YOUR INSTRUCTIONS –
Each line of the entries below that holds "Ashland" is needed, copied in full.

INPUT MATERIAL –
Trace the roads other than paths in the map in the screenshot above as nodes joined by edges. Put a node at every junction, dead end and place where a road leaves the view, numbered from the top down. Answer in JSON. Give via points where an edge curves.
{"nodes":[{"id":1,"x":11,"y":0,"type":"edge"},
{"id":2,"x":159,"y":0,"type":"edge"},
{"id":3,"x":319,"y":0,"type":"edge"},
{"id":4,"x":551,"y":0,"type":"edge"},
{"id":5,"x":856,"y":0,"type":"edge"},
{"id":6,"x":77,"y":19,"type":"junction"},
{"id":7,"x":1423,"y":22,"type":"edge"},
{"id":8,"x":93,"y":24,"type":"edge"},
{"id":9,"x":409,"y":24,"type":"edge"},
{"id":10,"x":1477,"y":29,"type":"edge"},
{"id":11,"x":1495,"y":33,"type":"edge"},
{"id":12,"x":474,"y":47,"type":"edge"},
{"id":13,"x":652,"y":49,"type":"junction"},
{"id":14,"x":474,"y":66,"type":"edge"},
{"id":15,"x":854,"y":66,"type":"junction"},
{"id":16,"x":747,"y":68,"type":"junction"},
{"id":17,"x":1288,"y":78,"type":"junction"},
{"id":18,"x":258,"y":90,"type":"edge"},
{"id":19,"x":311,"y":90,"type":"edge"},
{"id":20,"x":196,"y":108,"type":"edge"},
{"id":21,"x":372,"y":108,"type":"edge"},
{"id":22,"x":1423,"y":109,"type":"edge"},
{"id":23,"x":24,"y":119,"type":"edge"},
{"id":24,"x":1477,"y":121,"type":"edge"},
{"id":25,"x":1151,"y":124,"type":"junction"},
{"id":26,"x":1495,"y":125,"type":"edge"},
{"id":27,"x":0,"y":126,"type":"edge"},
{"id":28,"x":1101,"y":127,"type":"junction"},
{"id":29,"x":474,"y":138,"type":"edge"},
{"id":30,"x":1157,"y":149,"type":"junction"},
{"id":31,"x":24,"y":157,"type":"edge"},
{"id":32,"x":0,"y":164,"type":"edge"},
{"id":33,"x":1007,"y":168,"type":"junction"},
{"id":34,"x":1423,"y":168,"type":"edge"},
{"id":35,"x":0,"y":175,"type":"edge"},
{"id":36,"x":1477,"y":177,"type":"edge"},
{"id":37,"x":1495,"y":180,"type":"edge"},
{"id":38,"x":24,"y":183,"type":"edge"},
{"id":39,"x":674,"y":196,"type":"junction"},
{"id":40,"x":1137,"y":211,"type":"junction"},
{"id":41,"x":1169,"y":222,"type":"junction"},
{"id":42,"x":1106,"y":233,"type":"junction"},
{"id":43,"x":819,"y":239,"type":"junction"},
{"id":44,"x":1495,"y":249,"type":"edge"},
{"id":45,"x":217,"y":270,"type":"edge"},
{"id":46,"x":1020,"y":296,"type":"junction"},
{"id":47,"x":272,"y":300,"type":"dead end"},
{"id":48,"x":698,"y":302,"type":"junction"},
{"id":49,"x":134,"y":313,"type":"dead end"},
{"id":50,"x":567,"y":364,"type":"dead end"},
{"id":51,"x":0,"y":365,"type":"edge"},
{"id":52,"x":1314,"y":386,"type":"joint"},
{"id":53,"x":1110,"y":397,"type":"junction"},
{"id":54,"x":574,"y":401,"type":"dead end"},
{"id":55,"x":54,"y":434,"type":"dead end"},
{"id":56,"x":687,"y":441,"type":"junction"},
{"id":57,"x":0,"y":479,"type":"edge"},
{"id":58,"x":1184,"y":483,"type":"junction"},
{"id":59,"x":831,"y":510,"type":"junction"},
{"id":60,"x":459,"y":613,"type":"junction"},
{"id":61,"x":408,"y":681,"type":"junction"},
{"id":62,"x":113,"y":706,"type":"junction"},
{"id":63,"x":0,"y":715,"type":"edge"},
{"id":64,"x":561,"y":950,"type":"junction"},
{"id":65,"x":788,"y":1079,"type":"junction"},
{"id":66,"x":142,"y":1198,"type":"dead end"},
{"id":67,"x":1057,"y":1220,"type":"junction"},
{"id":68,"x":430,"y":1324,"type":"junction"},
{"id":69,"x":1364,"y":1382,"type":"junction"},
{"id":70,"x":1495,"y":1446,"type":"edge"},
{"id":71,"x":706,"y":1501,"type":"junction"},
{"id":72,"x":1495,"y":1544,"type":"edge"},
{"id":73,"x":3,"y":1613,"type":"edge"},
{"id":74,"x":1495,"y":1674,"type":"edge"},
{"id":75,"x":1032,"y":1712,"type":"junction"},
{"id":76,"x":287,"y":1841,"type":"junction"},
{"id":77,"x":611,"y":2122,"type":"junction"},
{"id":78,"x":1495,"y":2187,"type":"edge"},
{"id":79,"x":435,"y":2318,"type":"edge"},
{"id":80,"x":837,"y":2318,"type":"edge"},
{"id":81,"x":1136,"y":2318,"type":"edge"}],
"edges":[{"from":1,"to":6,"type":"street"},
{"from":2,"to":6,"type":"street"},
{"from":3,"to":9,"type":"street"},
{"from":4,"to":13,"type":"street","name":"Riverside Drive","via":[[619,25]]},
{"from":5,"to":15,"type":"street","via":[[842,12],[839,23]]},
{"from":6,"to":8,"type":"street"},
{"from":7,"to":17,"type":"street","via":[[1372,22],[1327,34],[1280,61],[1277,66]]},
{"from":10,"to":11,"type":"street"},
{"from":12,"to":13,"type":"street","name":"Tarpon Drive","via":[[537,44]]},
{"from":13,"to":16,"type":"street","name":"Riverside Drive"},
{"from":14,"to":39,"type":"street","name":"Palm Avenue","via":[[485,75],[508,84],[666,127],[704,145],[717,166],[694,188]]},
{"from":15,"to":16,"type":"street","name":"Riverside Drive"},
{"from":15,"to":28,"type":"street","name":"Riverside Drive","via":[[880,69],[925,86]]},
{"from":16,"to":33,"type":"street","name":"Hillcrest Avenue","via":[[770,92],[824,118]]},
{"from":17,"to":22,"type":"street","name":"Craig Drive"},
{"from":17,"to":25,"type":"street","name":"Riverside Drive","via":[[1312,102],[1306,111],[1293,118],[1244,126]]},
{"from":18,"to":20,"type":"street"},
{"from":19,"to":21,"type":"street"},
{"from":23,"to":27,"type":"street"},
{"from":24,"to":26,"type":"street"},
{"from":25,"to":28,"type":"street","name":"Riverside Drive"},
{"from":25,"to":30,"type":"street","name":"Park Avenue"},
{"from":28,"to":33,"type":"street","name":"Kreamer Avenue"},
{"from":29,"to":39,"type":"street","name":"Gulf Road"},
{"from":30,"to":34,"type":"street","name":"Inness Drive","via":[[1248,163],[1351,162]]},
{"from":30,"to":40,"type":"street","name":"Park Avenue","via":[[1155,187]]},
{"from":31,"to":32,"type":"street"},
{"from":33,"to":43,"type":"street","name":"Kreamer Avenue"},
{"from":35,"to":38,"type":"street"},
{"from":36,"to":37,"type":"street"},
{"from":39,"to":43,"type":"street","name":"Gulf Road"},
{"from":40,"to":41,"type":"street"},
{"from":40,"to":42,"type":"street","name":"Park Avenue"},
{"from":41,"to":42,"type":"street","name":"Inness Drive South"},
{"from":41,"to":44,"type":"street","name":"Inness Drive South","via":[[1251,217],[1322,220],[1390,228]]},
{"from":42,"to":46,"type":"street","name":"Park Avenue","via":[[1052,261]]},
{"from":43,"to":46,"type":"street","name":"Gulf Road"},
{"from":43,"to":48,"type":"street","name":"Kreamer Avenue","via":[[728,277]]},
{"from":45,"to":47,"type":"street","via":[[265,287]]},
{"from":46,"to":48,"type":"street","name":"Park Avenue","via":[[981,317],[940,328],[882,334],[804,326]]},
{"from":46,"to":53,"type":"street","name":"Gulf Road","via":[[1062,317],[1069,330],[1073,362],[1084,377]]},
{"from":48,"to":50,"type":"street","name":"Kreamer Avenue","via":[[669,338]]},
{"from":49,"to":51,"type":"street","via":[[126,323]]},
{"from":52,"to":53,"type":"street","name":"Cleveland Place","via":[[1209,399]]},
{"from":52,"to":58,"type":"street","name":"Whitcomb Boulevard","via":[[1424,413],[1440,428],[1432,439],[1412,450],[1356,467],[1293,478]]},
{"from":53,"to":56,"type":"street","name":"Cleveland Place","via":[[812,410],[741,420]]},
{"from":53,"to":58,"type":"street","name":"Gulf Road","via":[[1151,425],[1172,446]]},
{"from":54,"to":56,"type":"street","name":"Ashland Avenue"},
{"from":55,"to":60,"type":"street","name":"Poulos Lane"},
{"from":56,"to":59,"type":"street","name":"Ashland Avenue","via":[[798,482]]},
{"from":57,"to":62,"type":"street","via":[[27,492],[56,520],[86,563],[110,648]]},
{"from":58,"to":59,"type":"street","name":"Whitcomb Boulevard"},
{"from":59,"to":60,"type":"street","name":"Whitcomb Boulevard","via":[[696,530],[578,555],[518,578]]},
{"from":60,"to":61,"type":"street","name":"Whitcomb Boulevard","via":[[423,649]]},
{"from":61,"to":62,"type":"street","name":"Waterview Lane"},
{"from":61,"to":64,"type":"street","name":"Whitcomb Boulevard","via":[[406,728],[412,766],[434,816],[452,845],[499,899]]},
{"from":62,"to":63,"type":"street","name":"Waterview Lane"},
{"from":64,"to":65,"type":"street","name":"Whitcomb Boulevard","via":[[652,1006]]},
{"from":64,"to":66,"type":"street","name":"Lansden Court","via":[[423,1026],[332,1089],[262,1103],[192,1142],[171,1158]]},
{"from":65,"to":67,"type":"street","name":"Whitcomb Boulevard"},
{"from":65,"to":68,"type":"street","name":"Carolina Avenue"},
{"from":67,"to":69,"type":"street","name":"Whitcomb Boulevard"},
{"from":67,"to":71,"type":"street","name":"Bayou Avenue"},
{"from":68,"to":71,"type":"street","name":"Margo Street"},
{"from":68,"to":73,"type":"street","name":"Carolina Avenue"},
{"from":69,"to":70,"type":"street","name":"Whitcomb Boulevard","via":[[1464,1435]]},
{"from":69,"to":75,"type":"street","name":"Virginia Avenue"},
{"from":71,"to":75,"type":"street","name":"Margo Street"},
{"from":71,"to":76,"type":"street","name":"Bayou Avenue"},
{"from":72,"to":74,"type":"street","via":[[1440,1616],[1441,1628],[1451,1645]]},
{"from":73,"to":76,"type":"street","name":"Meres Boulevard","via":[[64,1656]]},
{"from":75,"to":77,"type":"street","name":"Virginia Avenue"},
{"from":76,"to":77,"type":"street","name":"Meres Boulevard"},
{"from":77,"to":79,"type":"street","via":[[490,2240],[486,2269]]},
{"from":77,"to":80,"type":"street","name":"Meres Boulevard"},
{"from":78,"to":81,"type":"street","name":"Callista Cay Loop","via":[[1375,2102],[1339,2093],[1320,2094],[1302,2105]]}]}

YOUR RESPONSE –
{"from":54,"to":56,"type":"street","name":"Ashland Avenue"},
{"from":56,"to":59,"type":"street","name":"Ashland Avenue","via":[[798,482]]},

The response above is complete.